Nothing should differ. Repeat every record as written.

*Provided records*
- - -

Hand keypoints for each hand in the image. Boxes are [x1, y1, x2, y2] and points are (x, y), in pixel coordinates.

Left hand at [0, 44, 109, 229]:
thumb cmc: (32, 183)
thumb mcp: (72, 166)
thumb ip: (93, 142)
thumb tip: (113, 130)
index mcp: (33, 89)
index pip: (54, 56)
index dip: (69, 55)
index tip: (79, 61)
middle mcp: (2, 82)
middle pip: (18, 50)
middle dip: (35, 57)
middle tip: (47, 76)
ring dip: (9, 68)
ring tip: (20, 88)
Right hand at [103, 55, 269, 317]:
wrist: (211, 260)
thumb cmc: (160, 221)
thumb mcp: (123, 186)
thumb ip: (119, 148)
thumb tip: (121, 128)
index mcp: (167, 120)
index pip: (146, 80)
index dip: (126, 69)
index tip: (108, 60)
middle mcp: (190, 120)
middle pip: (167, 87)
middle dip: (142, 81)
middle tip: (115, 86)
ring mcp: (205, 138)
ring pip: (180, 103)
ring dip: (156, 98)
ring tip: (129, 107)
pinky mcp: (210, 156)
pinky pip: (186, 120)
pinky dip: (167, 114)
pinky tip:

- - -

*Response below*
Hand keypoints for each hand in the image. Boxes are [x1, y1, x2, y2] and points are (x, y), in pixel coordinates.

Left hand at [0, 44, 109, 229]:
thumb cmc: (32, 183)
thumb mcp: (72, 166)
thumb ip: (93, 142)
thumb tip: (113, 130)
index mcp: (33, 89)
index pip: (54, 56)
index dip: (69, 55)
index tip: (79, 61)
middle mcp: (2, 82)
middle pip: (18, 50)
middle dip: (35, 57)
middle tip: (47, 76)
ring dip: (9, 68)
ring tip: (20, 88)
Right hand at [103, 55, 269, 317]:
wrist: (211, 260)
thumb cmc: (160, 221)
thumb mcp: (123, 186)
thumb ip: (119, 148)
thumb tip: (121, 128)
index mcp: (167, 120)
index pip: (146, 80)
index dip: (126, 69)
index tip: (108, 60)
middle mcp: (190, 120)
middle pip: (167, 87)
middle dip: (142, 81)
middle tip: (115, 86)
ring mcp: (205, 138)
ring pip: (180, 103)
ring dip: (156, 98)
ring tip: (129, 107)
pinky mcp: (210, 156)
pinky pip: (186, 120)
pinky dip: (167, 114)
pinky tip:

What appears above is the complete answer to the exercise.